An employer should only place an employee on garden leave if there is a contractual right to do so — a specific and enforceable clause in the contract of employment. In the leading case of William Hill Organisation Ltd v Tucker  IRLR 31, the Court of Appeal said that:
“In practice, an employer will need to stipulate for an express power to send his [her] employee home on full pay (ie on garden leave), in all cases which the contract of employment imposes on the employer an obligation to permit the employee to do the work contracted for.”
If an employer puts an employee on garden leave without such a specific clause, then it is technically a breach of contract, entitling the employee to regard themselves as (constructively) dismissed, released from their employment and free to take up a new job.
Furthermore, the employer may lose the right to rely on other parts of the contract, such as post-termination restrictive covenants and confidentiality clause (Credit Suisse Asset Management Ltd v Armstrong  ICR 160).

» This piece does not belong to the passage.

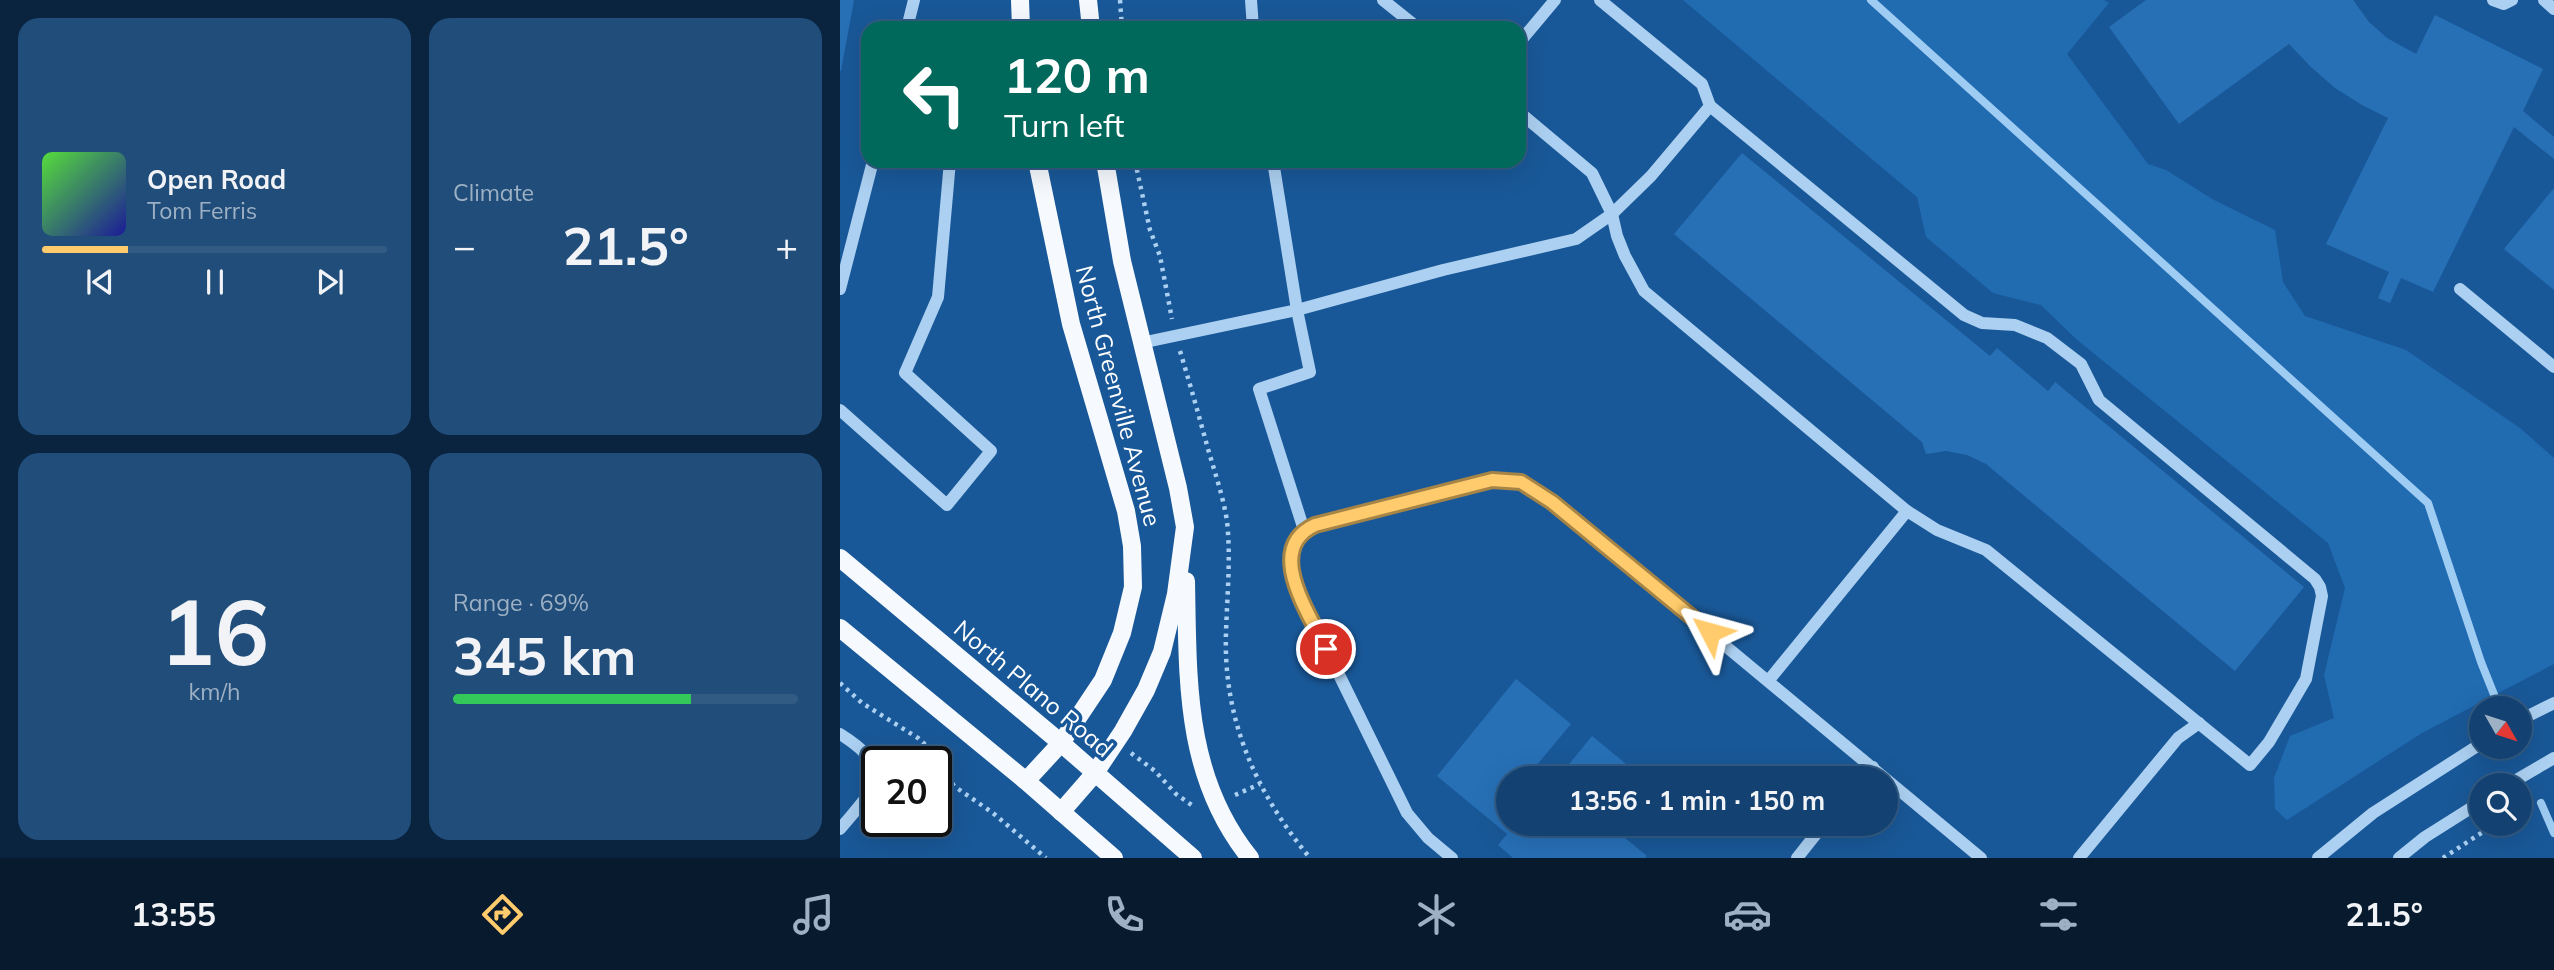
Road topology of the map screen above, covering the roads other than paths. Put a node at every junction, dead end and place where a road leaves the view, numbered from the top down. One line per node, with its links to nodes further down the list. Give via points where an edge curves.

In such circumstances, where there is no contractual right to place the employee on garden leave, the employer could consider making a payment in lieu of notice (PILON).
How can garden leave be enforced?
If the employee refuses to accept the terms of garden leave (in situations where the employer has a contractual right to send the employee home without providing work), then the employer can seek to enforce it through the courts by applying for an interim injunction.

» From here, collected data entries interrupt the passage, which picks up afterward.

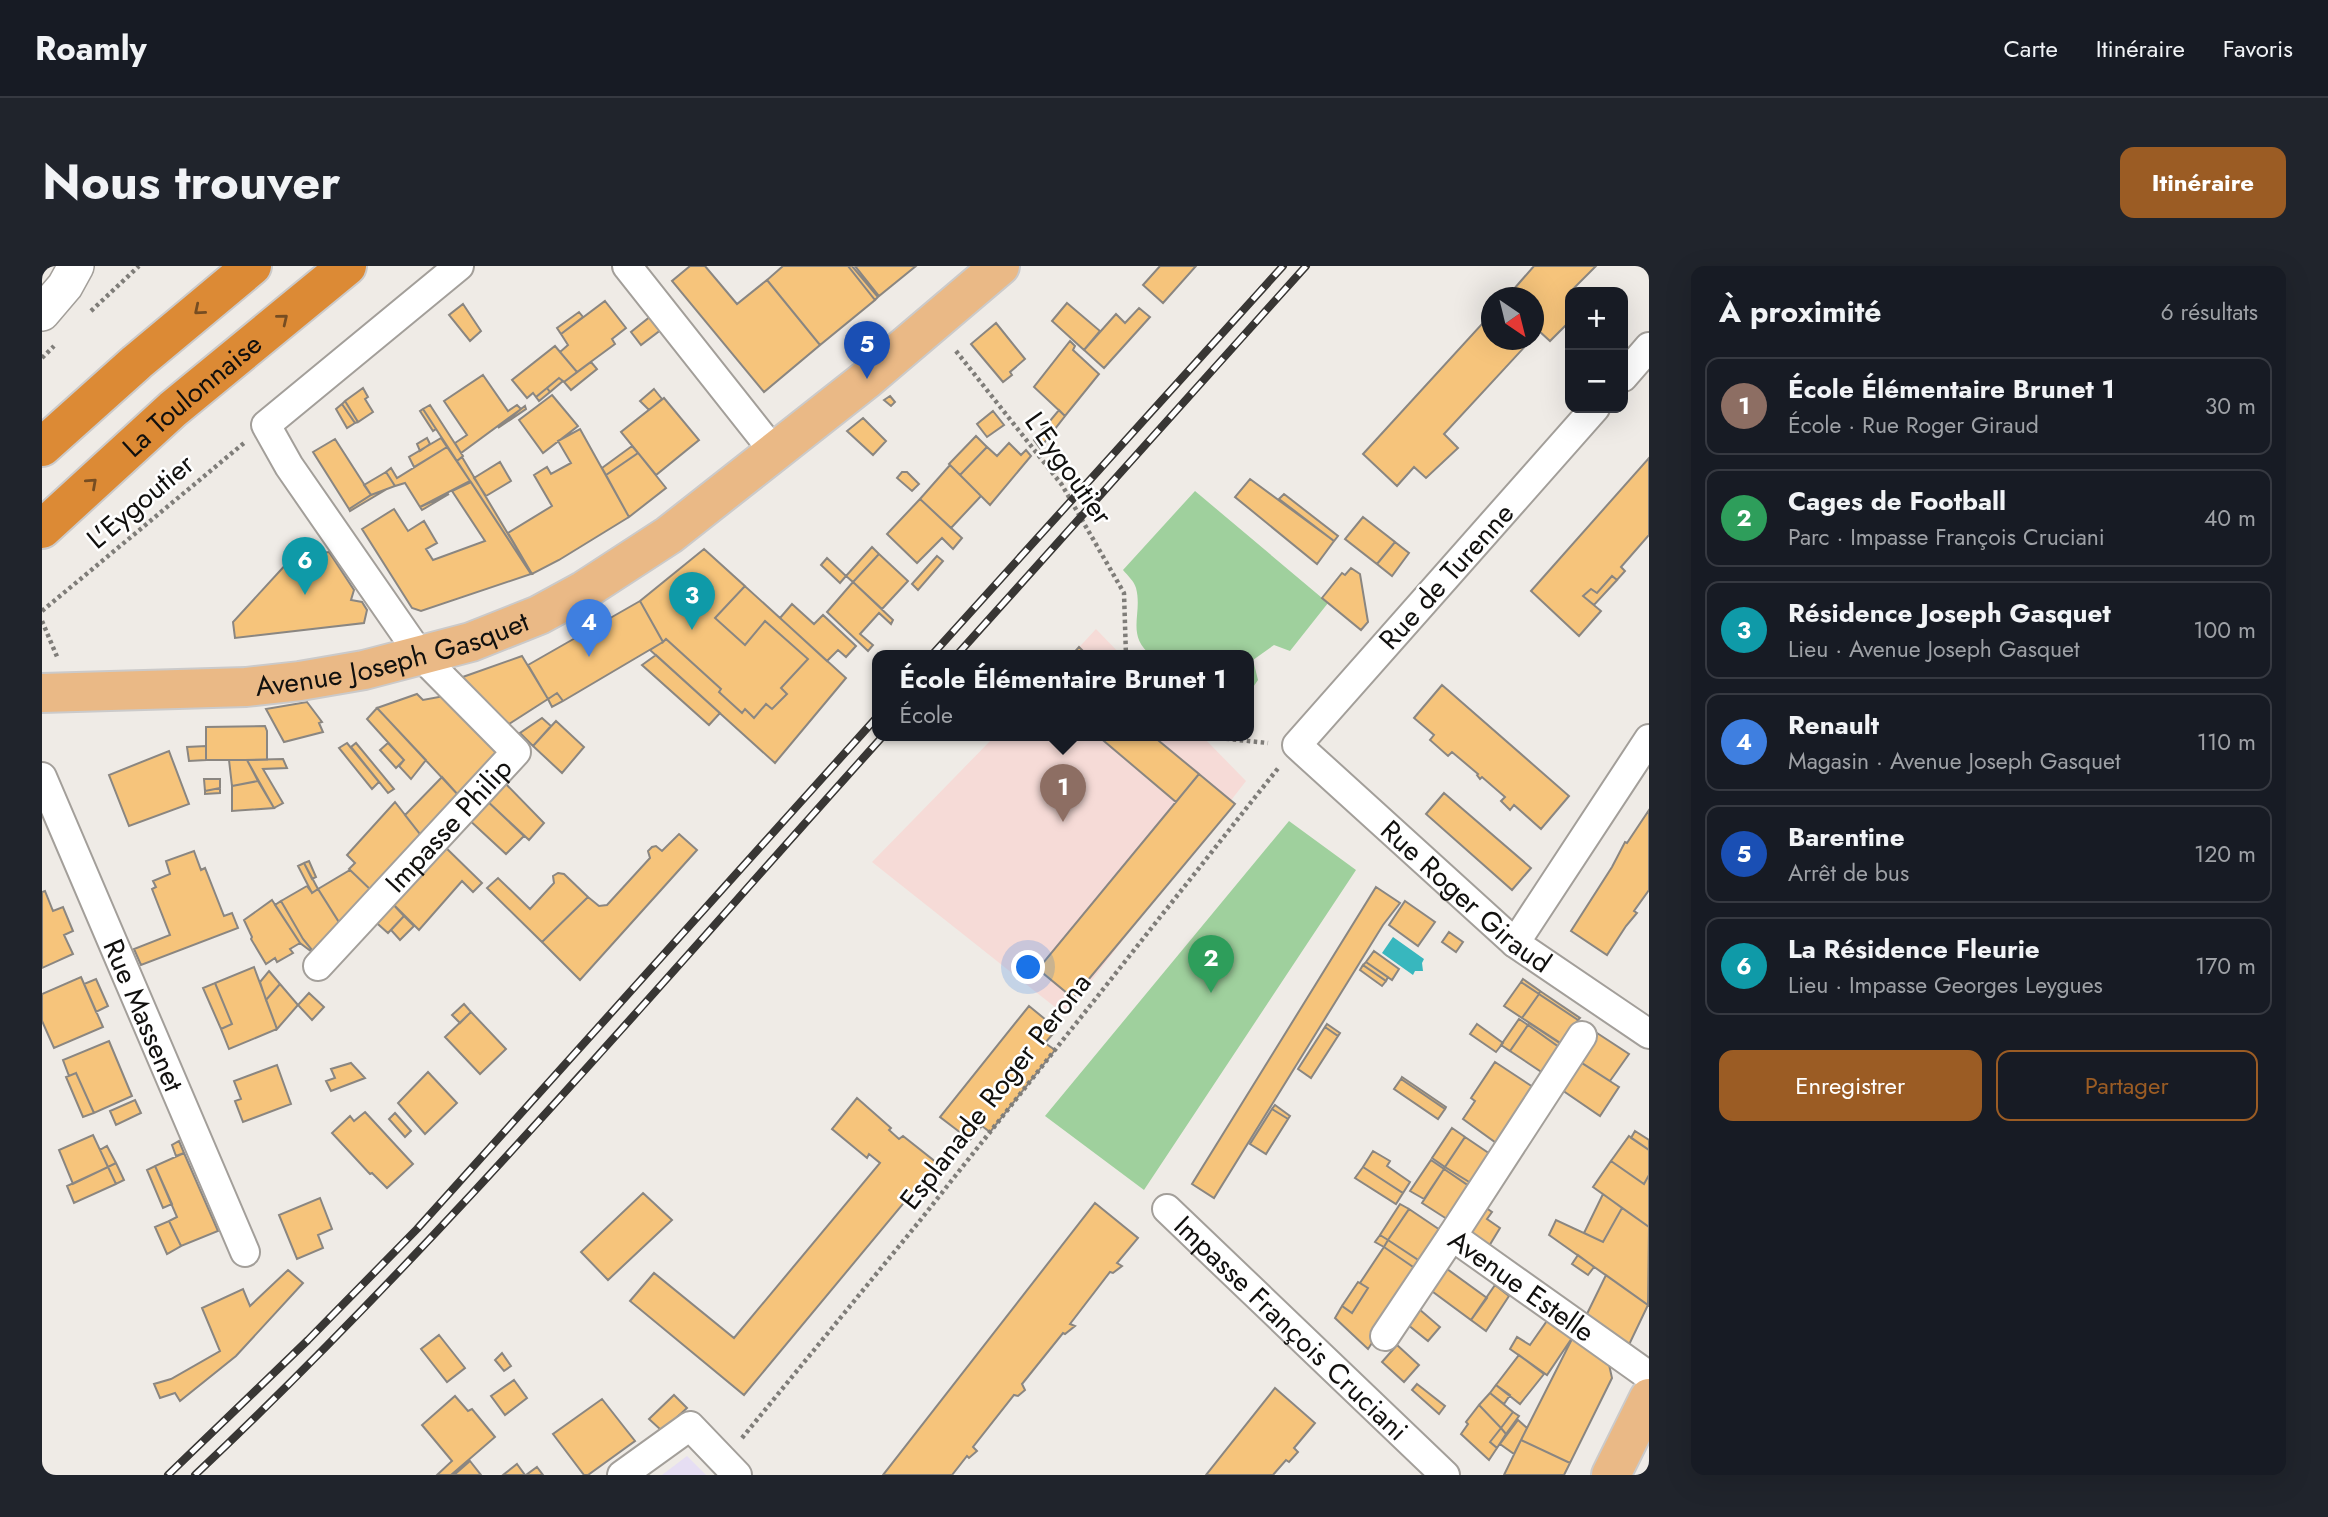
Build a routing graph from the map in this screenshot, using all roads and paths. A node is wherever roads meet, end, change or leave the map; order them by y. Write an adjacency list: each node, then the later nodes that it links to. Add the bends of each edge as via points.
1 (76, 266): 7 (street)
2 (252, 266): 15 (highway, one-way to 15)
3 (347, 266): 17 (highway, La Toulonnaise, one-way to 3, via 173,409)
4 (459, 266): 14 (street)
5 (627, 266): 16 (street)
6 (1000, 266): 8 (main road, Avenue Joseph Gasquet)
7 (42, 313)
8 (934, 322): 16 (main road, Avenue Joseph Gasquet); 20 (path, L'Eygoutier, via 1062,485 1124,593)
9 (1649, 347): 12 (street)
10 (49, 351): 11 (path)
11 (42, 358)
12 (1628, 371)
13 (1591, 413): 25 (street, Rue de Turenne)
14 (266, 425): 18 (path, L'Eygoutier); 21 (street, via 289,466)
15 (42, 447)
16 (775, 453): 21 (main road, Avenue Joseph Gasquet, via 669,535 583,591 539,615 471,642)
17 (42, 529)
18 (42, 611)
19 (42, 621): 22 (path, via 61,665)
20 (1126, 650)
21 (420, 655): 22 (main road, Avenue Joseph Gasquet, via 364,670 246,687); 28 (street, Impasse Philip, via 516,752)
22 (47, 679)
23 (1649, 739): 27 (street)
24 (1253, 741): 25 (path)
25 (1297, 745): 27 (street, Rue Roger Giraud); 38 (path, Esplanade Roger Perona)
26 (42, 777): 33 (street, Rue Massenet)
27 (1515, 943): 29 (street, Rue Roger Giraud)
28 (318, 965)
29 (1649, 1034)
30 (1582, 1036): 32 (street, Avenue Estelle)
31 (1167, 1209): 40 (street, Impasse François Cruciani)
32 (1452, 1236): 34 (street); 35 (street, Avenue Estelle)
33 (245, 1252)
34 (1385, 1336)
35 (1649, 1376)
36 (1649, 1398): 37 (main road)
37 (1640, 1443): 41 (main road)
38 (730, 1468): 39 (street, via 690,1426)
39 (622, 1475)
40 (1446, 1475)
41 (1611, 1475)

This injunction is granted as enforcement, not of any duty to work for the original employer, but to restrain the employee from breaching the contractual duty of good faith by competing or working for a rival employer at a time when the individual is still employed, and under an obligation to remain until the expiry of the notice period.
A court will only grant such an injunction if the employer can prove that it is protecting the existence of a legitimate business interest — such as confidential information, business secrets, trade connections, goodwill and protection of the workforce — and that it will suffer a detriment if the employee is not so restrained. An employee proposing to work for a competitor is clearly likely to damage an employer’s business interests.

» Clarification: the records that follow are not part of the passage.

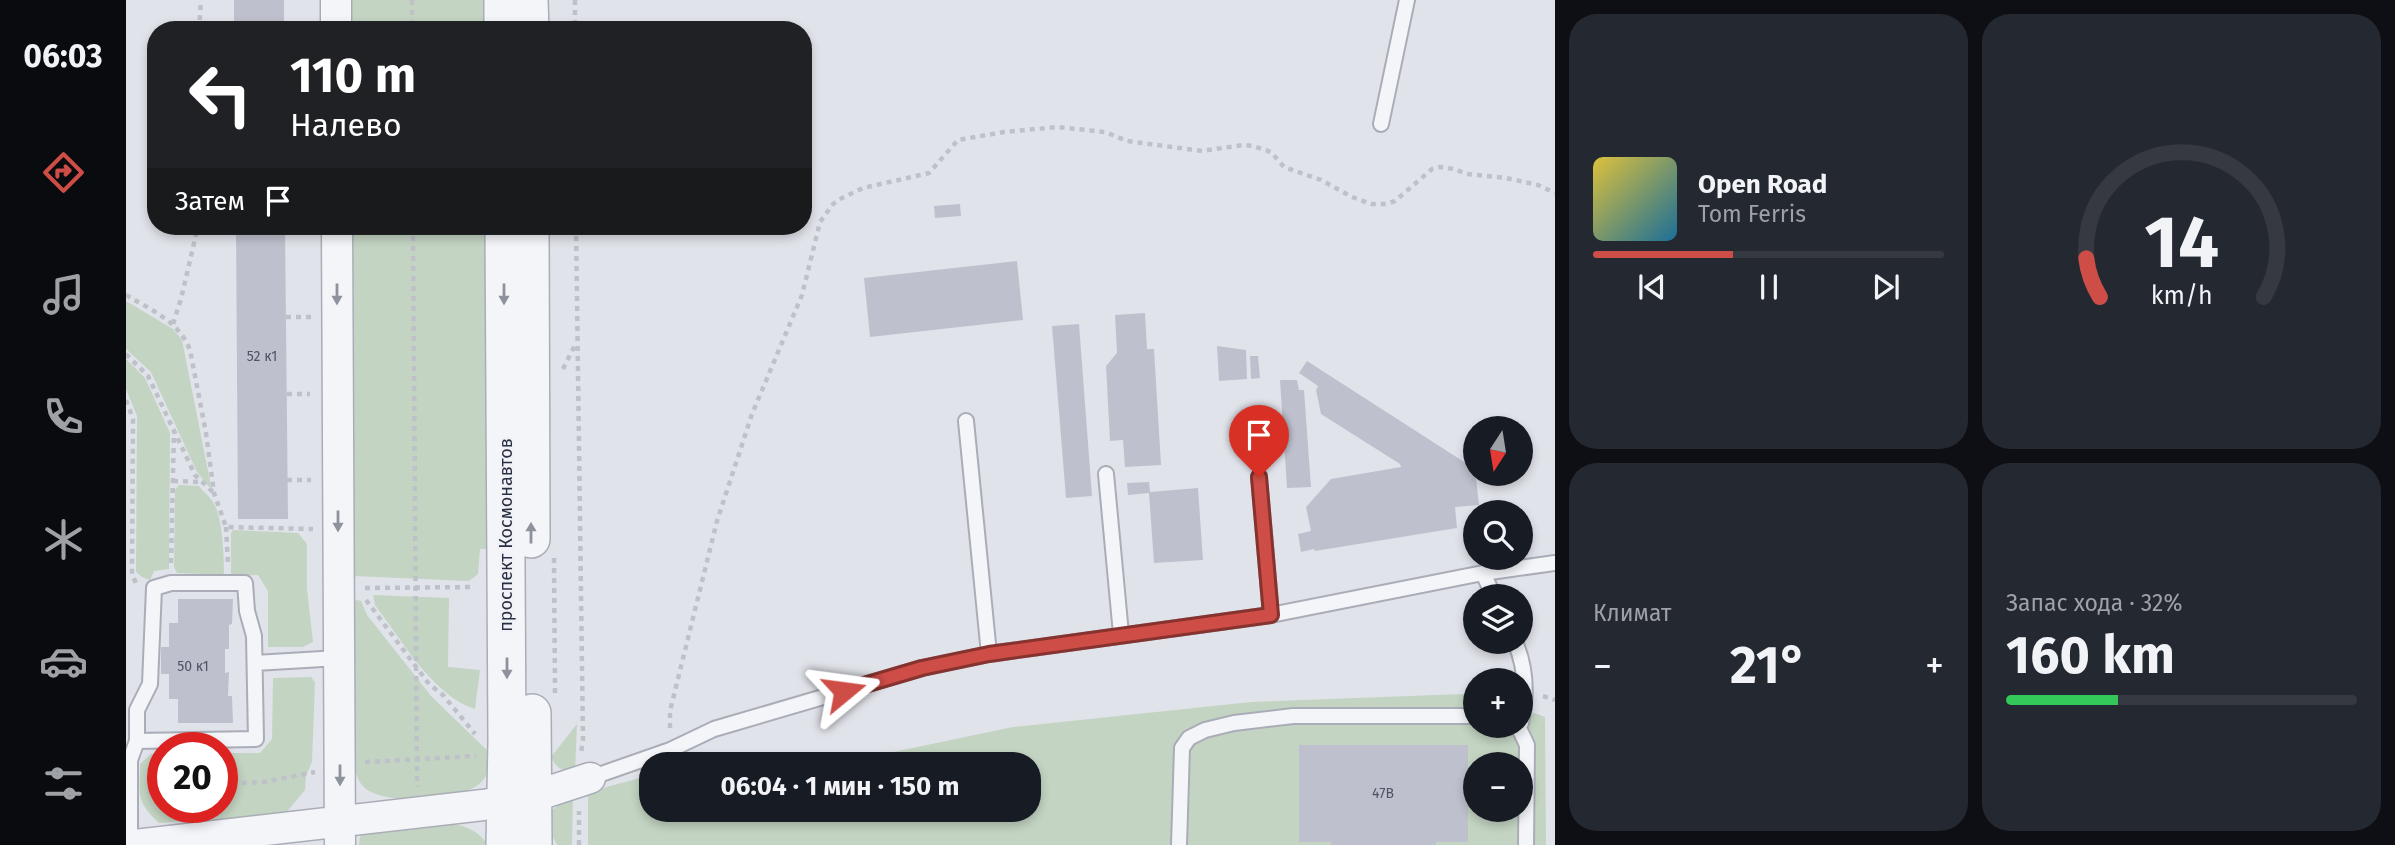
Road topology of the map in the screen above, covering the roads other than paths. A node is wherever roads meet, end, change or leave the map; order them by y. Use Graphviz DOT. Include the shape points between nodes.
graph roads {
  1 [pos="336,0"];
  2 [pos="503,0"];
  3 [pos="530,0"];
  4 [pos="1407,0"];
  5 [pos="336,21"];
  6 [pos="503,21"];
  7 [pos="530,21"];
  8 [pos="1381,124"];
  9 [pos="325,235"];
  10 [pos="504,235"];
  11 [pos="530,235"];
  12 [pos="966,421"];
  13 [pos="1106,474"];
  14 [pos="1259,477"];
  15 [pos="1555,563"];
  16 [pos="1483,573"];
  17 [pos="1488,584"];
  18 [pos="1271,615"];
  19 [pos="1121,634"];
  20 [pos="989,654"];
  21 [pos="339,658"];
  22 [pos="255,663"];
  23 [pos="1463,716"];
  24 [pos="1524,738"];
  25 [pos="137,741"];
  26 [pos="590,778"];
  27 [pos="519,799"];
  28 [pos="340,833"];
  29 [pos="132,845"];
  30 [pos="505,845"];
  31 [pos="533,845"];
  32 [pos="1180,845"];
  33 [pos="1527,845"];
  1 -- 5 [label="street"];
  2 -- 6 [label="street"];
  3 -- 7 [label="street"];
  4 -- 8 [label="lane"];
  9 -- 21 [label="street, one-way"];
  10 -- 27 [label="street, проспект Космонавтов, one-way" via="507,726"];
  27 -- 11 [label="street, проспект Космонавтов, one-way"];
  12 -- 20 [label="lane"];
  13 -- 19 [label="lane"];
  14 -- 18 [label="lane"];
  15 -- 16 [label="lane"];
  16 -- 17 [label="lane"];
  16 -- 18 [label="lane"];
  18 -- 19 [label="lane"];
  19 -- 20 [label="lane"];
  20 -- 26 [label="lane" via="922,668 714,729"];
  21 -- 22 [label="lane"];
  21 -- 28 [label="street, one-way"];
  22 -- 25 [label="lane" via="256,739"];
  22 -- 25 [label="lane" via="245,583 171,583 153,588 150,684 136,710"];
  23 -- 32 [label="lane" via="1293,716 1205,730 1189,738 1182,748"];
  24 -- 33 [label="lane"];
  25 -- 29 [label="lane" via="130,760"];
  26 -- 27 [label="street"];
  27 -- 28 [label="street" via="412,814"];
  27 -- 30 [label="street, проспект Космонавтов"];
  27 -- 31 [label="street, проспект Космонавтов"];
  28 -- 29 [label="street"];
}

Garden leave must be enforced reasonably by the employer; the period of restraint should be the minimum period necessary for legitimate purposes. In general, the courts have ruled that the maximum period of garden leave should not be more than six months.
What are the employee’s rights during garden leave?
Although the employee may not be required to attend the place of work and is prohibited from contacting clients and customers or making any statements to the media, the contract of employment continues to exist. The employer must therefore ensure that the employee on garden leave continues to receive salary and all other contractual benefits.
It is not surprising that employers wish to place employees on garden leave — particularly those in the financial sector and senior managers with confidential information and access to a wide range of clients. A period of enforced absence from the workplace for an employee subject to notice of termination has clear attractions. However, as outlined above, it is not without certain dangers.
All contractual clauses relating to garden leave must be carefully drawn. If the employer does wish to rely on such a clause, it should set out the terms applicable during the period of garden leave and state that the employer is under no obligation to provide work for the employee for the entire duration of the employment.